━━━━━ SOURCE INFORMATION ━━━━━
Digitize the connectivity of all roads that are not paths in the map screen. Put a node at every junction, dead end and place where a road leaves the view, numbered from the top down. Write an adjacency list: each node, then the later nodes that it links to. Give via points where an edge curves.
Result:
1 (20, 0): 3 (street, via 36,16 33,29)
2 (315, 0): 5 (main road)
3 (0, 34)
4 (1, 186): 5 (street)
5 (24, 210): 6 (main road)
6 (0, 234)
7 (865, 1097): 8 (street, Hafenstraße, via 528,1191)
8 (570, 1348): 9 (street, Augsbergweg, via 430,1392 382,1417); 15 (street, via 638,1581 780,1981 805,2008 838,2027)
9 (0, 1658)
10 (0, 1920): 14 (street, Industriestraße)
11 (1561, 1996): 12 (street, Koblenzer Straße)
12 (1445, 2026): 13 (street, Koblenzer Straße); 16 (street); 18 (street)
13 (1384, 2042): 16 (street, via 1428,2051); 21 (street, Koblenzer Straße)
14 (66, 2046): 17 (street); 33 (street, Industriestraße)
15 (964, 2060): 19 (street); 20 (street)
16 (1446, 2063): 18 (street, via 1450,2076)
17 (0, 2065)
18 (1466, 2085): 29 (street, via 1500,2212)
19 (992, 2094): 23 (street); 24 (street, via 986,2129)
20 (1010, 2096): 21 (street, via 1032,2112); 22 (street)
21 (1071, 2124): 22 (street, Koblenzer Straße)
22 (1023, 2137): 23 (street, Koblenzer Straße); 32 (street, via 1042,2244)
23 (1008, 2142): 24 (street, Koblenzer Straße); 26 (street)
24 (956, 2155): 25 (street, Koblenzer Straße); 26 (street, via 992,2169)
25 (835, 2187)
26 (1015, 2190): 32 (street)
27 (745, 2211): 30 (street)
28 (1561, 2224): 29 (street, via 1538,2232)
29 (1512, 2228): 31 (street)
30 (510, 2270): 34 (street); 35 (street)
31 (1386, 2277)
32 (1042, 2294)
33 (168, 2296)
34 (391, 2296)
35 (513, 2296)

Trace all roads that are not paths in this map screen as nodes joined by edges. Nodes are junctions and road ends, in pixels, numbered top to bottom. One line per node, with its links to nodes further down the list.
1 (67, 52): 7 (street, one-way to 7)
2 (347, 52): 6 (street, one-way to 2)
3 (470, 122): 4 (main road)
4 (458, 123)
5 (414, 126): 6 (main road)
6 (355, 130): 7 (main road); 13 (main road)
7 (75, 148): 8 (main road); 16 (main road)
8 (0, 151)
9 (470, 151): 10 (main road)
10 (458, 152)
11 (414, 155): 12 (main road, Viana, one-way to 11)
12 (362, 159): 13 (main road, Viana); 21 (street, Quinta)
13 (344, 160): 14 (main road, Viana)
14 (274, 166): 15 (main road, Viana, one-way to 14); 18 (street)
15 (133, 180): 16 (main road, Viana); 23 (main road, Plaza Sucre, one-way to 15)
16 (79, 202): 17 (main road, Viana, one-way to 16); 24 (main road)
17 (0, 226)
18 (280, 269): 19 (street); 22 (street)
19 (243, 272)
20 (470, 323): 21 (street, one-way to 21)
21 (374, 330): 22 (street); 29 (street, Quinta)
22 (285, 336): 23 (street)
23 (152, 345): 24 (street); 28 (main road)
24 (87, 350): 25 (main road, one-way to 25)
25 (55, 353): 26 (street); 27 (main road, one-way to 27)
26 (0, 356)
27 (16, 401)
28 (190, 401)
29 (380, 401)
━━━━━
# REQUIRED WORK
Reproduce each line of the entries above from the one containing "Trace all roads" through the last, exactly, and no other line.

# RESPONSE
Trace all roads that are not paths in this map screen as nodes joined by edges. Nodes are junctions and road ends, in pixels, numbered top to bottom. One line per node, with its links to nodes further down the list.
1 (67, 52): 7 (street, one-way to 7)
2 (347, 52): 6 (street, one-way to 2)
3 (470, 122): 4 (main road)
4 (458, 123)
5 (414, 126): 6 (main road)
6 (355, 130): 7 (main road); 13 (main road)
7 (75, 148): 8 (main road); 16 (main road)
8 (0, 151)
9 (470, 151): 10 (main road)
10 (458, 152)
11 (414, 155): 12 (main road, Viana, one-way to 11)
12 (362, 159): 13 (main road, Viana); 21 (street, Quinta)
13 (344, 160): 14 (main road, Viana)
14 (274, 166): 15 (main road, Viana, one-way to 14); 18 (street)
15 (133, 180): 16 (main road, Viana); 23 (main road, Plaza Sucre, one-way to 15)
16 (79, 202): 17 (main road, Viana, one-way to 16); 24 (main road)
17 (0, 226)
18 (280, 269): 19 (street); 22 (street)
19 (243, 272)
20 (470, 323): 21 (street, one-way to 21)
21 (374, 330): 22 (street); 29 (street, Quinta)
22 (285, 336): 23 (street)
23 (152, 345): 24 (street); 28 (main road)
24 (87, 350): 25 (main road, one-way to 25)
25 (55, 353): 26 (street); 27 (main road, one-way to 27)
26 (0, 356)
27 (16, 401)
28 (190, 401)
29 (380, 401)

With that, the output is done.